The Genesee Towers was the tallest building in Flint, Michigan, United States. It was demolished on December 22, 2013 after a period of inactivity and loss of occupancy.

==Description==
The tower consisted of 15,979 m2 of ten-stories of office space atop an eight-story parking garage and lobby for a total of 19 floors. The building stood 250 ft high and had been the tallest building in the city of Flint and Genesee County since its completion. Although one building, the plural "Towers" had been used as the building was conceived to consist of two towers stacked on top of each other separated by an air gap.

Parkway Towers in Nashville, Tennessee has a similar design to Genesee Towers.

==History==
Construction began in 1966, and the building officially opened in December 1968. Developed by Henry Sender, the building's original anchor tenant was the Genesee Merchants Bank & Trust Company. The University Club, a private, men's only club geared toward professionals, opened on the building's top floor in 1969.

Kumar Vemullapalli purchased the building in 1997, just as the last major tenant, National Bank of Detroit (NBD), announced it would leave the property for a newer venue. NBD purchased Genesee Merchants Bank in 1985 and its departure left the building largely vacant. In 2001, due to sporadic maintenance, a pipe burst, causing flooding and forcing remaining tenants to relocate. The city finally condemned Genesee Towers in 2004 after citing it for numerous building code violations. In November 2007, the city closed streets around the tower due to the risk of concrete falling from the structure.

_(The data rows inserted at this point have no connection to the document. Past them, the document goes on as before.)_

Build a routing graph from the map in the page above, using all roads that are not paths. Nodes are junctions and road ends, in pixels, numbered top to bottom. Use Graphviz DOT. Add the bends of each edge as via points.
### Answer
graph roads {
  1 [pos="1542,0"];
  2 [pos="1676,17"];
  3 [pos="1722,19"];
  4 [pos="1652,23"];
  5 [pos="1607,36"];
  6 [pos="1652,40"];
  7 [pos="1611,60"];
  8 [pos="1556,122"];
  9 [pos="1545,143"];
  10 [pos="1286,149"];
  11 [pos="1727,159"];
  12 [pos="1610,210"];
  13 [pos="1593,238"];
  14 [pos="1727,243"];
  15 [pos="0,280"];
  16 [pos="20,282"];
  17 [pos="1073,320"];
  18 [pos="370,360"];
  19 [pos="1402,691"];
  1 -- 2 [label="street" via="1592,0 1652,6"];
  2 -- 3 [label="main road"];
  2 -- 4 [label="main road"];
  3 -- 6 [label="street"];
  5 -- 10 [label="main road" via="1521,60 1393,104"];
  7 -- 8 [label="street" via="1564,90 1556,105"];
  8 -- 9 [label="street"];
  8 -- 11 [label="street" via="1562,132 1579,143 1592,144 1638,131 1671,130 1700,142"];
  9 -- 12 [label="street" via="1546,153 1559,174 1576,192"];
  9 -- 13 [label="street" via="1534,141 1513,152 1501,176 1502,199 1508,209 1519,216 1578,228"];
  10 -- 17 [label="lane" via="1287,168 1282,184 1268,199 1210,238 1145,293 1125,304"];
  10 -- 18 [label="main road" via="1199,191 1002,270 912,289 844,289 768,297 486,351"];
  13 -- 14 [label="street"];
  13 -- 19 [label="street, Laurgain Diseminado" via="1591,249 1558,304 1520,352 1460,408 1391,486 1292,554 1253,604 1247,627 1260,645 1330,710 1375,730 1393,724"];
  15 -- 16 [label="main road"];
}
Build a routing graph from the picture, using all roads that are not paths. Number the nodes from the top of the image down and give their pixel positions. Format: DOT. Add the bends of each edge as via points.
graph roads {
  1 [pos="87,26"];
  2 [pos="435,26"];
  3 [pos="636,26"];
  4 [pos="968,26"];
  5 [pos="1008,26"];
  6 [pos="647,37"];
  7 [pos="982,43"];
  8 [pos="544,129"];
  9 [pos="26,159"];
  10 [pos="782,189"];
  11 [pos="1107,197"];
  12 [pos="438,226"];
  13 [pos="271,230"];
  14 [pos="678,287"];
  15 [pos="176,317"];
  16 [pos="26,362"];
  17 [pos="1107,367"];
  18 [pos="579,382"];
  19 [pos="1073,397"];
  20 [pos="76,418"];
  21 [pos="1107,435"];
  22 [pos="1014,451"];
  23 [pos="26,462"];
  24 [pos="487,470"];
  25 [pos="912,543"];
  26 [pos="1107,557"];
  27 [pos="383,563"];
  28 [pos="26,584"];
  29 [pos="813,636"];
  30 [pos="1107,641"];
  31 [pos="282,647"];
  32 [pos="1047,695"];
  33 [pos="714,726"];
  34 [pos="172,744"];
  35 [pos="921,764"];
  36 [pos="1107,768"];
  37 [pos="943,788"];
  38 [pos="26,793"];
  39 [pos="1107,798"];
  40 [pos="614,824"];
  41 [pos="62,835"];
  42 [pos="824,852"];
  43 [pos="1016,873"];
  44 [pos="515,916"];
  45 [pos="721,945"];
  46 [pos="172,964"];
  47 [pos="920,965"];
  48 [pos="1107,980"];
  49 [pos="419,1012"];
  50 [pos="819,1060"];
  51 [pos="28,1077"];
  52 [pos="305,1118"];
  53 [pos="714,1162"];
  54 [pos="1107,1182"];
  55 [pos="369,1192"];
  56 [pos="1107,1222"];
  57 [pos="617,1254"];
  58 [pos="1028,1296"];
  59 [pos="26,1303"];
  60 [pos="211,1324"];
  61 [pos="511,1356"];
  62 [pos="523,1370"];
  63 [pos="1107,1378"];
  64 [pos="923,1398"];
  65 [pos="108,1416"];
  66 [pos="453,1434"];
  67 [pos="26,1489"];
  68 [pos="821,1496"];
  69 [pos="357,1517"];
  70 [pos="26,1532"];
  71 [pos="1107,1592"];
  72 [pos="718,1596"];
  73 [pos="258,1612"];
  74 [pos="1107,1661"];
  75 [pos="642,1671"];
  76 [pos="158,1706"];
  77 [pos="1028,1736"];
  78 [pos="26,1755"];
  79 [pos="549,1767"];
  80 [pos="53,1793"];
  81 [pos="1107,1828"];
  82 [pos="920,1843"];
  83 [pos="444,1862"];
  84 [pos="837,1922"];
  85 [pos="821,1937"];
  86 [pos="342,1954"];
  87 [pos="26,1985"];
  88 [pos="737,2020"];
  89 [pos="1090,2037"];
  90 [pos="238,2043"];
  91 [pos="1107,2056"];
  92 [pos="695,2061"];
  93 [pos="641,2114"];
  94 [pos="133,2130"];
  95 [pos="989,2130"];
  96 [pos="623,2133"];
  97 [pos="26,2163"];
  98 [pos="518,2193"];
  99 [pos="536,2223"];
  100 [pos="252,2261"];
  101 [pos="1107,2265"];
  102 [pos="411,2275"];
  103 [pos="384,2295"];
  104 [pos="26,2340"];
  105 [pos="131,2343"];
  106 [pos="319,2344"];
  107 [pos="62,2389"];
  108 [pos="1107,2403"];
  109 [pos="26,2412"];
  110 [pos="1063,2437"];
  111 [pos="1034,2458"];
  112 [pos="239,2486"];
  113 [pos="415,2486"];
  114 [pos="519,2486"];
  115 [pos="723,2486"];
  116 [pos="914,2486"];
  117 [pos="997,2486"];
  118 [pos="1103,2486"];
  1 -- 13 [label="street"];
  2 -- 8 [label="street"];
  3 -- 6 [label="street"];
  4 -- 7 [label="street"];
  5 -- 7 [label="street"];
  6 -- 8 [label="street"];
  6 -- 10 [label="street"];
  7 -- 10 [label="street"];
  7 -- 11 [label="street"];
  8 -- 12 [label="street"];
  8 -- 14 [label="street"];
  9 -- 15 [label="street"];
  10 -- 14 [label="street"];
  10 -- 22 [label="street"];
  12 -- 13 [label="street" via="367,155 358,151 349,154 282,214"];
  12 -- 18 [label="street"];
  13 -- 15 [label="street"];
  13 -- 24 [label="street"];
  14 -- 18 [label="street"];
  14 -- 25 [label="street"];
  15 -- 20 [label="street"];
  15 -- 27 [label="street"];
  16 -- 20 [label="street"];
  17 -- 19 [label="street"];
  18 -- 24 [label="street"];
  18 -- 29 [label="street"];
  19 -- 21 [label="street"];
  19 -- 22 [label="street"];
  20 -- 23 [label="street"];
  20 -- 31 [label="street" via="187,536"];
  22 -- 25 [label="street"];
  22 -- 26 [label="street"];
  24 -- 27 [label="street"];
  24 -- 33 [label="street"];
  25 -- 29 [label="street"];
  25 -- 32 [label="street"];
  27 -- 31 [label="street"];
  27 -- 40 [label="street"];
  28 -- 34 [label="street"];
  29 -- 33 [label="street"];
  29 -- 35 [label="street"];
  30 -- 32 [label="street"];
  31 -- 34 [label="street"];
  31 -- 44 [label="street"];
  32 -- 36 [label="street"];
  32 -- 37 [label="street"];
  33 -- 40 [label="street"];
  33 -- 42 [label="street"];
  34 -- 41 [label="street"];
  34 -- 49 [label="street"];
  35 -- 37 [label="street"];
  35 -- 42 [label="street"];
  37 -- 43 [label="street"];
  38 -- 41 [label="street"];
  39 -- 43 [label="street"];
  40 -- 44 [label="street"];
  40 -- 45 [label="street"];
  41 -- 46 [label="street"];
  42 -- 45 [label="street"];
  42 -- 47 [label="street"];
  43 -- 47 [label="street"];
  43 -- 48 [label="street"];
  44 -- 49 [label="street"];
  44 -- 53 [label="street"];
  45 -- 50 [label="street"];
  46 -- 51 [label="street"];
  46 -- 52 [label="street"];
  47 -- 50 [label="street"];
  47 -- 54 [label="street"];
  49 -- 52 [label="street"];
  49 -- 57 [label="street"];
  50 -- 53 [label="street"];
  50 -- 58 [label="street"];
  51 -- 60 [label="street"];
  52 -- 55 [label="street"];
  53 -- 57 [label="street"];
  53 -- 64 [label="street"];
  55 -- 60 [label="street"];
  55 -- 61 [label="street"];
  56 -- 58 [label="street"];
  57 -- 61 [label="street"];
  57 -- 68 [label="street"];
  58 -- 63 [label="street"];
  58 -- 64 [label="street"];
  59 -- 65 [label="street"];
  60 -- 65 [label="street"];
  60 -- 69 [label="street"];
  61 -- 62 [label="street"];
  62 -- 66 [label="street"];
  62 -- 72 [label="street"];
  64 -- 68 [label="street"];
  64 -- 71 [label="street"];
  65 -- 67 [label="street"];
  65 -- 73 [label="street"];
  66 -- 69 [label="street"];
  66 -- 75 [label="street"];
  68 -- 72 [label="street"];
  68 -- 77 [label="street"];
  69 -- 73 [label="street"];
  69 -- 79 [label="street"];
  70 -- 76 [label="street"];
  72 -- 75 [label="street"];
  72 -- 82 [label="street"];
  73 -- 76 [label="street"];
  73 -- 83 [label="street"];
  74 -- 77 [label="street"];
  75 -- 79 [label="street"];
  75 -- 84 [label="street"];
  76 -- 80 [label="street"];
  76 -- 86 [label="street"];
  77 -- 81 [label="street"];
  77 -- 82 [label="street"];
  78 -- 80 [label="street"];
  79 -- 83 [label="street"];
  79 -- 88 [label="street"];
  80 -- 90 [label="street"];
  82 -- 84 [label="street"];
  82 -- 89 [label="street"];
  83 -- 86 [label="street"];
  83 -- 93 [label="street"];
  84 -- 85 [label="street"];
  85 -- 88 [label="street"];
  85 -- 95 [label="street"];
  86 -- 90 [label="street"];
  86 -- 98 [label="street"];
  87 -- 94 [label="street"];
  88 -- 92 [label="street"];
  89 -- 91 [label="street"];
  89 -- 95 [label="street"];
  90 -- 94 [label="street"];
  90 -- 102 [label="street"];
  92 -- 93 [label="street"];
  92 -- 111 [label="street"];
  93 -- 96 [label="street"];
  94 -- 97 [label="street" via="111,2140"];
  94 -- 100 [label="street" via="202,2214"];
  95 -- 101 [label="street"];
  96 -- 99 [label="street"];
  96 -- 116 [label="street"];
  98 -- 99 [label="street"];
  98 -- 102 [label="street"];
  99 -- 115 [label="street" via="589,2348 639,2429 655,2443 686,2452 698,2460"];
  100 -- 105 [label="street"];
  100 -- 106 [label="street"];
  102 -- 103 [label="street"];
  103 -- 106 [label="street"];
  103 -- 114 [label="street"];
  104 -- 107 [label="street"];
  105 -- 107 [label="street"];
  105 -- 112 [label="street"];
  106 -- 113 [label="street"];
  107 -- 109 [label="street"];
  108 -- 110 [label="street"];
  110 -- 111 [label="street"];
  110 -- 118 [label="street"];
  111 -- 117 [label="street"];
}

In September 2008, after years of litigation by the city to acquire the property, an arbitrator, a former Genesee County circuit judge, ordered the city to purchase the building at its assessed price of $1.5 million, though the city will end up having to pay approximately an additional $6 million to the owner because of associated court costs and fees. The city of Flint formally took possession of the building on December 8, 2010. There were no immediate plans for the property. In August 2012, the city of Flint controversially sold Genesee Towers to Uptown Reinvestment Corporation for $1.

The failure was ascribed to many things, among them poor construction.

Genesee Towers was demolished by implosion on December 22, 2013 at 10:00 AM. Veteran demolition expert Steve Pettigrew, supervising a crew of Demolition Dynamics of Jacksonville, Florida carried out the implosion. The city has created a public park and green space on the land.